Als jüngste Crew ist die Haspa Hamburg im Januar beim RORC Transatlantic Race von Lanzarote nach Grenada gestartet und haben nach 3.471 gesegelten Meilen in der Gesamtwertung IRC Overall den 9. Platz belegt. In ihrer Klasse IRC One wurden sie sogar auf Rang 3 gewertet. Was sie unterwegs erlebt haben, schreibt die Crew in ihrem Reisebericht:
Das neue Jahr hat gerade begonnen, als die ersten Crewmitglieder nach Lanzarote aufbrechen. Am Flughafen wird der Flieger noch enteist, doch nur gut fünf Stunden später steigen wir bei strahlendem Sonnenschein und angenehmen 22°C aus.

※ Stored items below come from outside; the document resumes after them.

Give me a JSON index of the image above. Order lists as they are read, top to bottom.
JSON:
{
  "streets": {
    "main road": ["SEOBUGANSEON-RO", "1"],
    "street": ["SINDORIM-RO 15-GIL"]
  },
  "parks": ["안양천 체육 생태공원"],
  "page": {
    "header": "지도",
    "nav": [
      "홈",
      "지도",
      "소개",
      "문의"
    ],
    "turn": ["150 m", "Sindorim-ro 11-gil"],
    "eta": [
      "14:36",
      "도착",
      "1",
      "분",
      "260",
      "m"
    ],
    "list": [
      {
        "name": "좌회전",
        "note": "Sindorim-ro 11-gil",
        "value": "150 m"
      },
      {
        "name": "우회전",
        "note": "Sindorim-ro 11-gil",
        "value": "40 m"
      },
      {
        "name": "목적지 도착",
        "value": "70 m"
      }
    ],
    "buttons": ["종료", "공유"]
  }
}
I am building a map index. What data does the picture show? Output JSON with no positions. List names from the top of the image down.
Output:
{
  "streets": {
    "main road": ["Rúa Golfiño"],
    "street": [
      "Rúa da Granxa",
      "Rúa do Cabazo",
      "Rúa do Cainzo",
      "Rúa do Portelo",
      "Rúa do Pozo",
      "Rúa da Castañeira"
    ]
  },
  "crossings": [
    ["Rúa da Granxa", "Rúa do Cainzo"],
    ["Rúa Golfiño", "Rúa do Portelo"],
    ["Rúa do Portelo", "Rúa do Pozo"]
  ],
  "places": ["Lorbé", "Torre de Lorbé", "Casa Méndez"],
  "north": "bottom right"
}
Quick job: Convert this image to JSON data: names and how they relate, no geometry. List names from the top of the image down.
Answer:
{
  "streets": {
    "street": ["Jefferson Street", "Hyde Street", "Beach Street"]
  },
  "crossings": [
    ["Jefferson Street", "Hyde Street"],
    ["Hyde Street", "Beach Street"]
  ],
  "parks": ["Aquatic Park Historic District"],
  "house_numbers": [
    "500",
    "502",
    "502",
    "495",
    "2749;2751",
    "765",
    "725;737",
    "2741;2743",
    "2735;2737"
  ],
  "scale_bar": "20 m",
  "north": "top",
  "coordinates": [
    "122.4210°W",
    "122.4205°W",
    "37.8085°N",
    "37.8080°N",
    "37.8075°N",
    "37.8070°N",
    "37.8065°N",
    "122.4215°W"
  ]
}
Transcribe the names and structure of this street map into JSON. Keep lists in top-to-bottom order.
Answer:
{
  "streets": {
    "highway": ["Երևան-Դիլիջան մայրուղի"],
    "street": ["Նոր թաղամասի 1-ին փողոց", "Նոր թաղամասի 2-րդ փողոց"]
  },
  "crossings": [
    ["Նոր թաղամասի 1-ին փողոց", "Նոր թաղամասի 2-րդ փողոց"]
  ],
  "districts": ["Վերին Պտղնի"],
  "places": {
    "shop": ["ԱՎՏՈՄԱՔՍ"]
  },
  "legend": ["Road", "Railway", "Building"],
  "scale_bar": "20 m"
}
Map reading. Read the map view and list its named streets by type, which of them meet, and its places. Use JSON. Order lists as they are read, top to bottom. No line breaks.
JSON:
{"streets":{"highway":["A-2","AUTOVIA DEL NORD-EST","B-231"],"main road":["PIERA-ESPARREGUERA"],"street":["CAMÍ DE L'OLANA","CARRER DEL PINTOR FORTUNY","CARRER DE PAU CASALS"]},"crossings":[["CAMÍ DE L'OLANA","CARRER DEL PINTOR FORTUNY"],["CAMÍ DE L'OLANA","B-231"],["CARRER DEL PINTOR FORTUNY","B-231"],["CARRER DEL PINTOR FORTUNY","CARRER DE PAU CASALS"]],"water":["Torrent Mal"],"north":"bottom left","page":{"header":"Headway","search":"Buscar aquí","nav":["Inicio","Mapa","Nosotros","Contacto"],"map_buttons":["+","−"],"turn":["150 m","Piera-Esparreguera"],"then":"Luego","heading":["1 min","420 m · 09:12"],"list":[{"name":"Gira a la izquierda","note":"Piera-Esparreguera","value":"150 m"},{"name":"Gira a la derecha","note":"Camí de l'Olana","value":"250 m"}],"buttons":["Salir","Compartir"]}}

Schnell geht es zum Hafen, um unser Schiff, die Haspa Hamburg, in Augenschein zu nehmen. Sie leuchtet in ihrem markanten Rot über den ganzen Hafen – nur eine feine Schicht Sahara-Staub legt sich wie ein Schleier über das Deck. Bald sind wir komplett und bereit für unser großes Abenteuer: die Teilnahme am RORC Transatlantic Race 2025.
Kaum angekommen, beginnen die letzten Vorbereitungen. Die To-do-Liste ist lang – zu lang, um sie sich zu merken, also kleben wir die einzelnen Aufgaben direkt an die Wand. Segel werden gelattet, die Frischwassertanks gespült, Check-ups der Elektrik, des Riggs, des Motors und sämtlicher Elektronik. Außerdem organisieren und packen wir unseren Proviant. Zwischendurch genießen wir das weihnachtlich geschmückte Arrecife und den lokalen Weihnachtsmarkt. Auch die eine oder andere Trainingseinheit auf dem Wasser bleibt nicht aus.
Unser Team ist besonders stolz: Wir sind nicht nur die jüngste Crew des Rennens, sondern stellen mit vier Frauen, darunter unsere Skipperin, auch den höchsten Frauenanteil aller teilnehmenden Schiffe – zwölf in der Kategorie IRC overall, Monohull.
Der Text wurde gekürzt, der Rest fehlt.